Okay, maybe I have too much time on my hands. (Plus, I’m trying to get in the St. Patrick’s Day spirit.)

But at a hearing last week, a House subcommittee considered a bill (H.R. 931) to make response to the American Community Survey (ACS) voluntary. The consequences for the collection and publication of useful data about the nation’s economic and social conditions and progress could be catastrophic. And, I would venture, not well considered by the idea’s proponents.

Granted, the millions of Americans not surrounded daily by the wonders of census data are probably saying, “Well, that makes sense!” Who wants to answer a survey with 50+ questions about themselves and their families, their homes and incomes, and their commuting habits? (Most households will never have the honor; the survey is sent to only 3.5 million addresses a year. Even over a five-year period, fewer homes must answer the ACS than were required to answer the census long form it replaced starting with the 2010 Census.)

For starters, all public witnesses at the hearing made strong cases for keeping ACS response mandatory, in order to maintain the quality and usefulness of the vital data we get from the survey. We’re talking about representatives from the conservative American Enterprise Institute, the business-oriented National Association of Realtors and the nonprofit Greater Houston Partnership (the bill’s sponsor is from the Houston area).

I visited Houston’s website. The city boasts a “thriving business economy” and directs people interested in Houston’s business and trade to the Partnership. The economic development group’s lead researcher testified [.pdf] that business decisions “are now data driven” and called the ACS “one of the most important tools in our kit” to attract business investment from around the globe. And why must response to the survey remain mandatory? Because, as the Partnership and other stakeholders pointed out, mail response to a voluntary survey would drop dramatically; to gather enough responses to maintain data quality, the Census Bureau would have to increase the sample size (more households would get the darn survey) and spend more money (30 percent more, tests have shown) to collect data by telephone and in-person visits.

Did someone say more money? Didn’t Congress just whack the Census Bureau’s budget the past two years? Without that unlikely additional funding, economic development agencies across the country can kiss their useful toolkits goodbye. That doesn’t sound like a very pro-business and pro-economic growth strategy to me.

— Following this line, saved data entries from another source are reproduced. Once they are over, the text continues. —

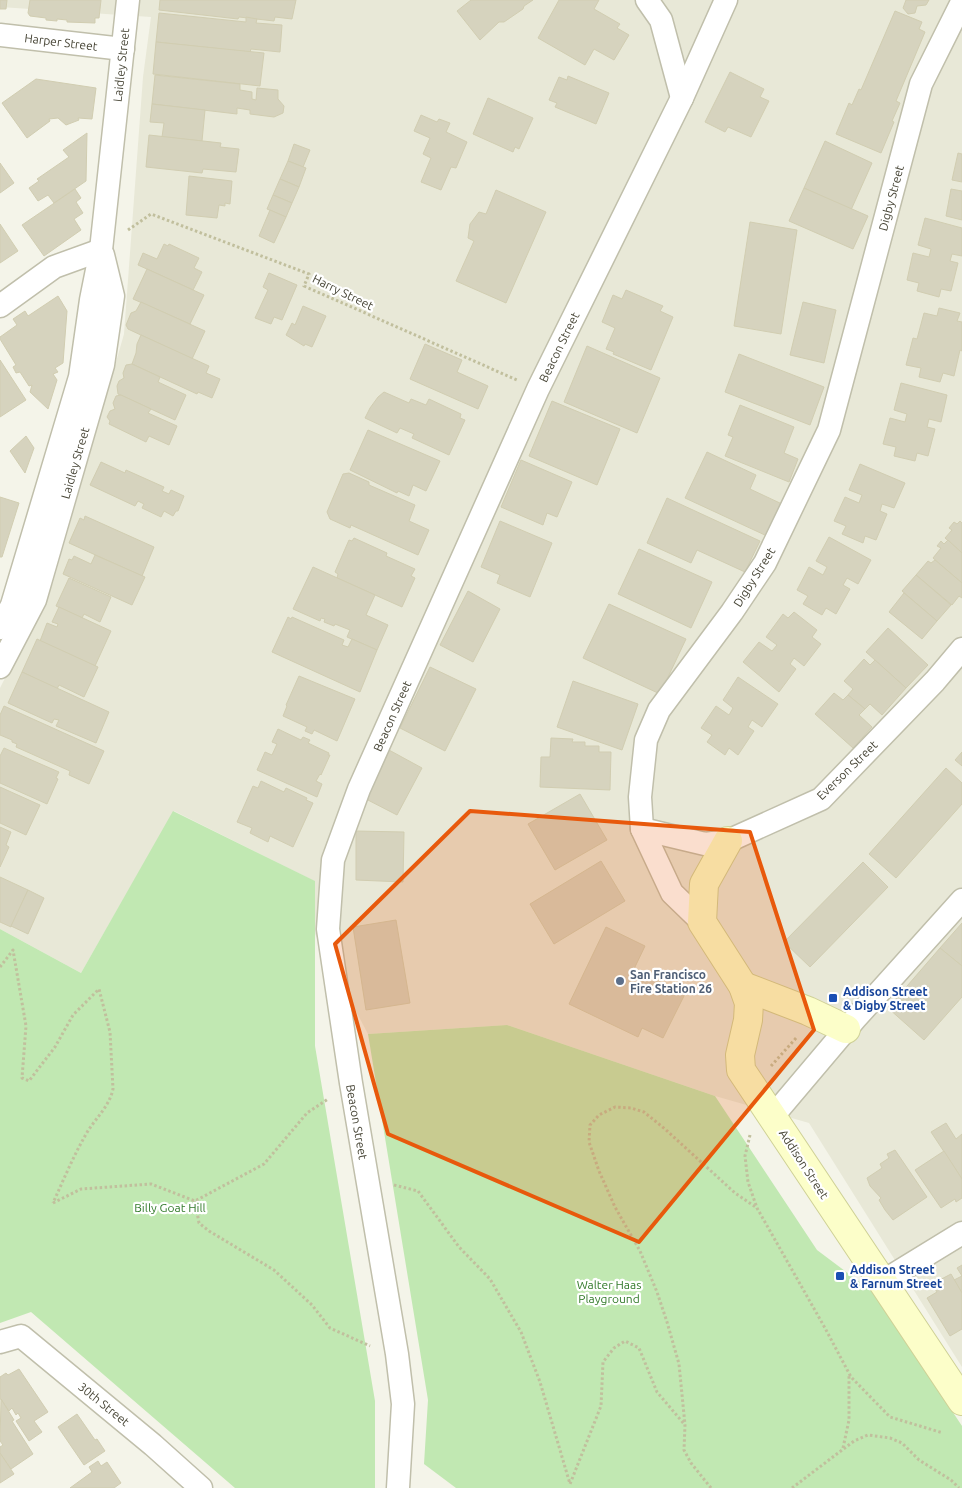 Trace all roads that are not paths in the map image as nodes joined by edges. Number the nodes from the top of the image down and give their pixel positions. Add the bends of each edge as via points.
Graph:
1 (128, 0) edge
2 (647, 0) edge
3 (726, 0) edge
4 (962, 2) edge
5 (0, 35) edge
6 (123, 49) junction
7 (682, 98) junction
8 (101, 250) junction
9 (0, 306) edge
10 (0, 628) edge
11 (962, 649) edge
12 (0, 668) edge
13 (642, 829) junction
14 (728, 841) junction
15 (962, 900) edge
16 (702, 922) junction
17 (743, 986) junction
18 (846, 1029) junction
19 (773, 1116) junction
20 (962, 1233) edge
21 (882, 1282) junction
22 (0, 1342) edge
23 (962, 1401) edge
24 (201, 1488) edge
25 (398, 1488) edge

1 - 6 street, Laidley Street
2 - 7 street via 661,20
3 - 7 street, Beacon Street
4 - 13 street, Digby Street via 921,84 829,430 765,563 659,710 646,740 640,797
5 - 6 street, Harper Street
6 - 8 street, Laidley Street
7 - 25 street, Beacon Street via 538,389 359,788 333,860 328,929 403,1404
8 - 9 street via 54,267
8 - 10 street, Laidley Street via 80,377 12,605
8 - 12 street, Laidley Street via 113,296 103,365 35,600
11 - 14 street, Everson Street via 935,682 821,799
13 - 14 street, Everson Street via 705,844
13 - 16 street, Digby Street via 672,893
14 - 16 street via 704,884
15 - 18 street, Addison Street
16 - 17 street, Digby Street
17 - 18 street
17 - 19 street, Digby Street via 749,1003 740,1055 741,1070
18 - 19 street, Addison Street
19 - 21 street, Addison Street
20 - 21 street
21 - 23 street, Addison Street
22 - 24 street, 30th Street via 20,1336 154,1444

Committee Chairman Darrell Issa (R-CA) and Subcommittee Chairman Trey Gowdy (R-SC) questioned the constitutional authority for gathering any information beyond the number of people in a household, used to divvy up seats in the House of Representatives after each decennial population count. Let me make this easy: Article I, §2, giving Congress responsibility for taking a census “in such Manner as they shall by Law direct,” combined with Article I, §7, giving Congress the authority to make laws.

Laws such as Title 13, U.S.C., §141(a), in which Congress authorized the Secretary of Commerce to conduct the census “in such form and content as he may determine, including the use of sampling and special surveys … the Secretary is authorized to obtain such other census information as necessary” and the related §141(g), defining the ten-year census as one covering “population, housing, and matters relating to population and housing” (all emphasis added). And §182 of the same title (known at the “Census Act”), allowing the Commerce chief to conduct surveys producing “annual and other interim current data” between censuses. Don’t forget §221, requiring people to respond to the census and to annual and interim surveys.

Then there are the hundreds of federal laws allocating almost half a trillion dollars a year (yes, you read that correctly) based directly or indirectly on data from the ACS, to states and localities for education, road improvements, mass transit, physical and mental health services, rural businesses and farm labor housing, affordable housing for the elderly and people with disabilities, economic development, and energy improvements. Did I mention outreach to disabled veterans? (Yes, I’m shameless. But I didn’t pass these laws. Congress did.)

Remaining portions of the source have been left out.